START DATA PROVIDED
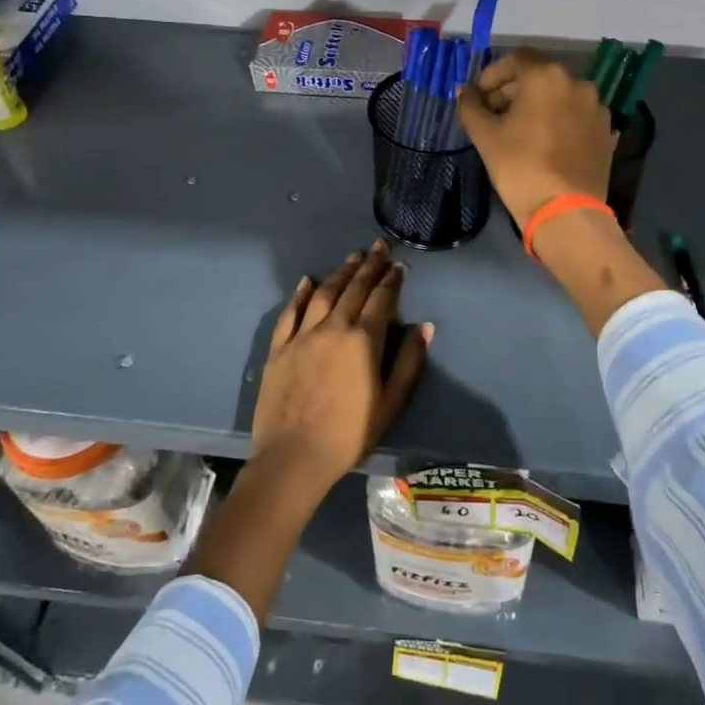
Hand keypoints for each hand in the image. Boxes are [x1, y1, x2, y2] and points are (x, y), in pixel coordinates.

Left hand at [250, 240, 430, 498]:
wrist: (294, 457)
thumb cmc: (349, 435)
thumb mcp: (390, 404)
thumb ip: (408, 363)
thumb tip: (425, 327)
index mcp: (363, 341)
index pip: (381, 300)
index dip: (391, 281)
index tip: (399, 265)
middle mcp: (333, 328)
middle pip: (353, 290)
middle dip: (368, 267)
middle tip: (378, 247)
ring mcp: (302, 336)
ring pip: (323, 294)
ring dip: (340, 273)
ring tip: (352, 258)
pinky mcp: (279, 348)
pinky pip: (290, 313)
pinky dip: (300, 294)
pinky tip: (307, 281)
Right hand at [456, 50, 615, 228]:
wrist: (565, 211)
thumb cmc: (519, 166)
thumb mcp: (485, 135)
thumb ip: (471, 106)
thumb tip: (464, 91)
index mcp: (547, 76)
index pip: (516, 58)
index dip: (492, 74)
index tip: (479, 96)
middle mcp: (577, 83)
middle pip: (539, 75)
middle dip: (513, 89)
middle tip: (493, 113)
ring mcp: (596, 108)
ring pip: (560, 96)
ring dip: (538, 104)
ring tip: (519, 130)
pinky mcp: (606, 132)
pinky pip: (576, 116)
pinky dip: (558, 120)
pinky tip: (544, 143)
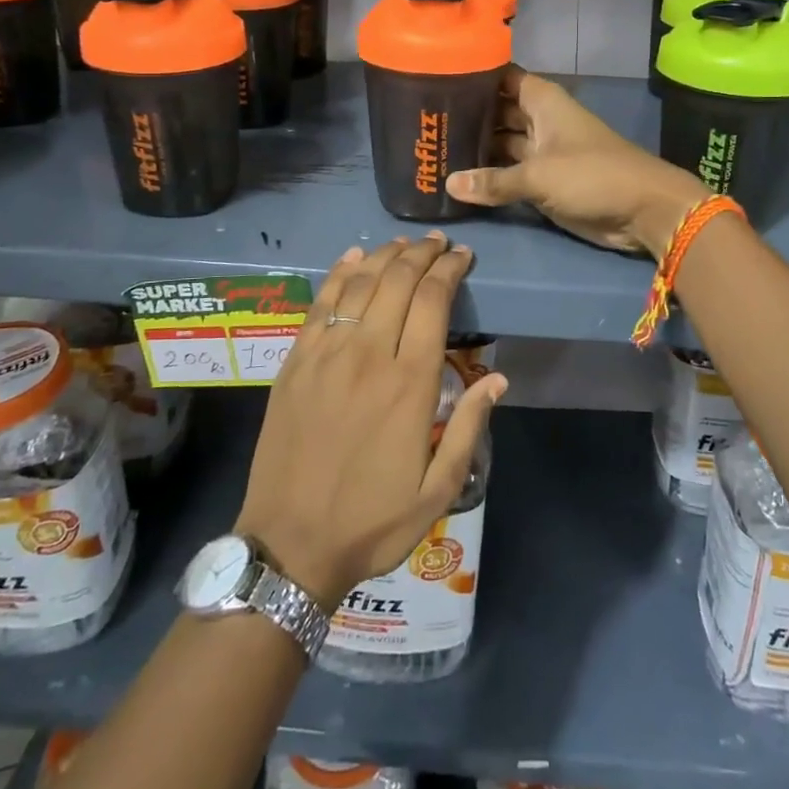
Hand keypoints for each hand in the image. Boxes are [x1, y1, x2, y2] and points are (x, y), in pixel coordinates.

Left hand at [235, 234, 505, 607]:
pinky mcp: (295, 361)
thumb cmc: (372, 521)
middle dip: (422, 254)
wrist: (290, 545)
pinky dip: (338, 273)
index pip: (434, 301)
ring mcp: (326, 354)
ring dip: (385, 255)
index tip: (463, 255)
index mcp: (410, 384)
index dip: (450, 269)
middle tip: (438, 243)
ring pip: (360, 283)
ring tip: (404, 244)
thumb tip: (498, 378)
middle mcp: (369, 355)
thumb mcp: (437, 491)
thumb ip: (470, 428)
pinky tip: (353, 257)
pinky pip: (320, 303)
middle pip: (398, 281)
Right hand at [445, 67, 709, 258]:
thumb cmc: (593, 175)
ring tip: (430, 150)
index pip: (500, 77)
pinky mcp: (543, 180)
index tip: (433, 78)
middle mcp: (539, 120)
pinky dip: (488, 176)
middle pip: (495, 112)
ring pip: (500, 144)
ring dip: (474, 149)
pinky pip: (509, 173)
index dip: (471, 76)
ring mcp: (541, 151)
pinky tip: (456, 180)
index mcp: (542, 101)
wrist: (643, 211)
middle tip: (422, 123)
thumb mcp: (539, 175)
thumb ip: (493, 181)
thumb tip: (449, 185)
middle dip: (465, 117)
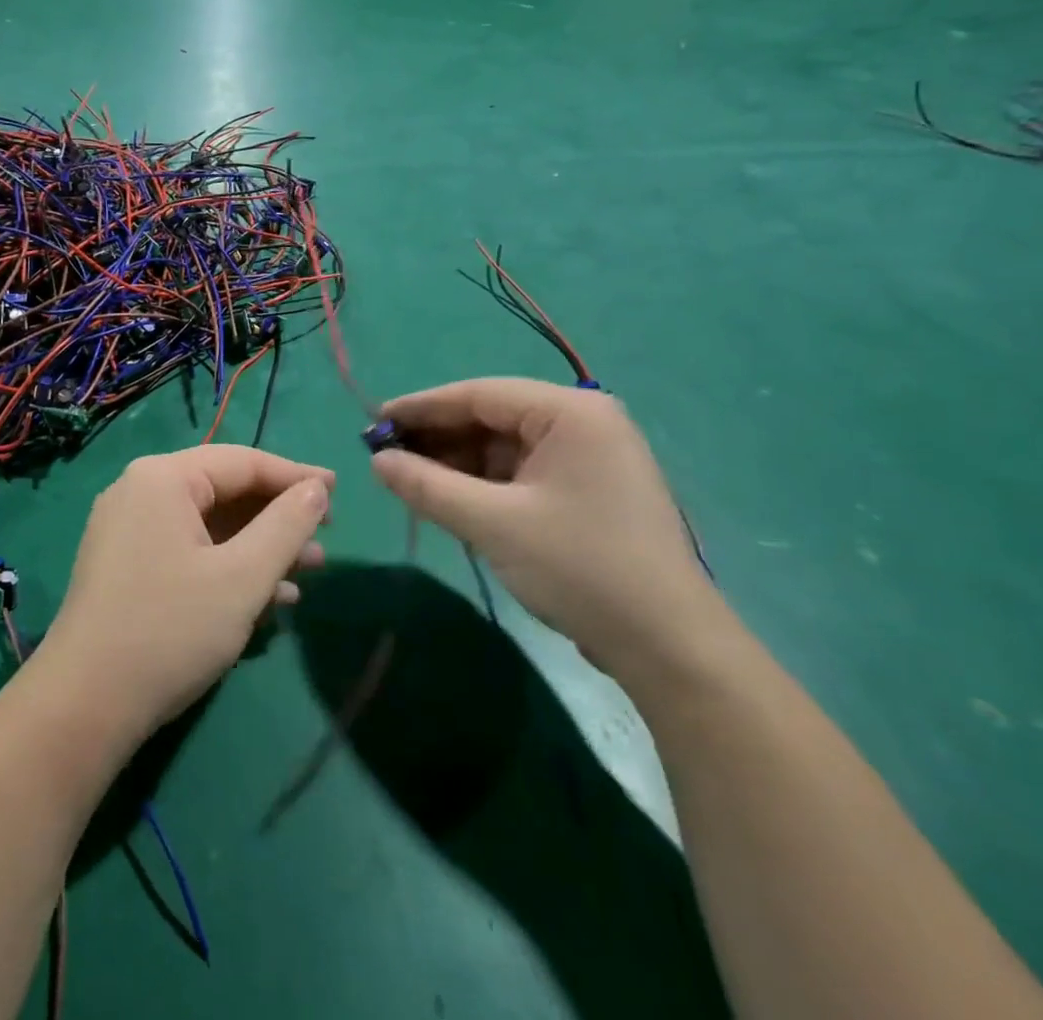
END DATA PROVIDED
**WORK REQUEST**.
Return every record exactly, minus the pictures.

**TASK OUTPUT**.
Hand keypoints for each hand in the image. Boxes are [x1, y1, x2, y2] and points are (x, y), in pixel coordinates.

Left hand at [250, 240, 430, 498]:
wrist: (294, 457)
thumb cmc: (349, 435)
thumb mcp: (390, 404)
thumb ip: (408, 363)
thumb tip: (425, 327)
index mcp: (363, 341)
index pip: (381, 300)
index dip: (391, 281)
index tip: (399, 265)
middle mcp: (333, 328)
middle pip: (353, 290)
middle dip: (368, 267)
middle tip: (378, 247)
ring mcp: (302, 336)
ring pip: (323, 294)
ring dip: (340, 273)
ring tip: (352, 258)
pinky mcp: (279, 348)
pinky pip: (290, 313)
pinky dip: (300, 294)
pinky tip: (307, 281)
Right hand at [456, 50, 615, 228]:
wrist: (565, 211)
thumb cmc: (519, 166)
thumb mcp: (485, 135)
thumb ip: (471, 106)
thumb tip: (464, 91)
index mcp: (547, 76)
index pip: (516, 58)
index dip: (492, 74)
index tip: (479, 96)
middle mcp: (577, 83)
middle pip: (539, 75)
middle dip: (513, 89)
middle tip: (493, 113)
ring mcp: (596, 108)
ring pip: (560, 96)
ring dip: (538, 104)
ring tip: (519, 130)
pinky mcp: (606, 132)
pinky pip: (576, 116)
pinky dip: (558, 120)
pinky tip: (544, 143)
Hand keypoints for each hand in the image. Boxes are [x1, y1, x2, y2] and points are (x, y), in pixel coordinates.

Left hand at [235, 234, 505, 607]:
pinky mcp: (295, 361)
thumb cmc: (372, 521)
middle dip: (422, 254)
wrist: (290, 545)
pinky dip: (338, 273)
index pip: (434, 301)
ring mcp: (326, 354)
ring dip: (385, 255)
index tip: (463, 255)
index mcp: (410, 384)
index dip: (450, 269)
middle tip: (438, 243)
ring pip: (360, 283)
ring tip: (404, 244)
thumb tip: (498, 378)
middle mcp: (369, 355)
thumb mcp: (437, 491)
thumb ip: (470, 428)
pinky tip: (353, 257)
pinky pip: (320, 303)
middle pip: (398, 281)
Right hand at [445, 67, 709, 258]:
thumb cmc: (593, 175)
ring tip: (430, 150)
index pip: (500, 77)
pinky mcp: (543, 180)
index tip: (433, 78)
middle mcp: (539, 120)
pinky dip: (488, 176)
middle pip: (495, 112)
ring pip: (500, 144)
ring dip: (474, 149)
pinky pip: (509, 173)
index dip: (471, 76)
ring mcp: (541, 151)
pinky tip: (456, 180)
index mcp: (542, 101)
wrist: (643, 211)
middle tip: (422, 123)
thumb mcp: (539, 175)
thumb ip: (493, 181)
thumb tip: (449, 185)
middle dip: (465, 117)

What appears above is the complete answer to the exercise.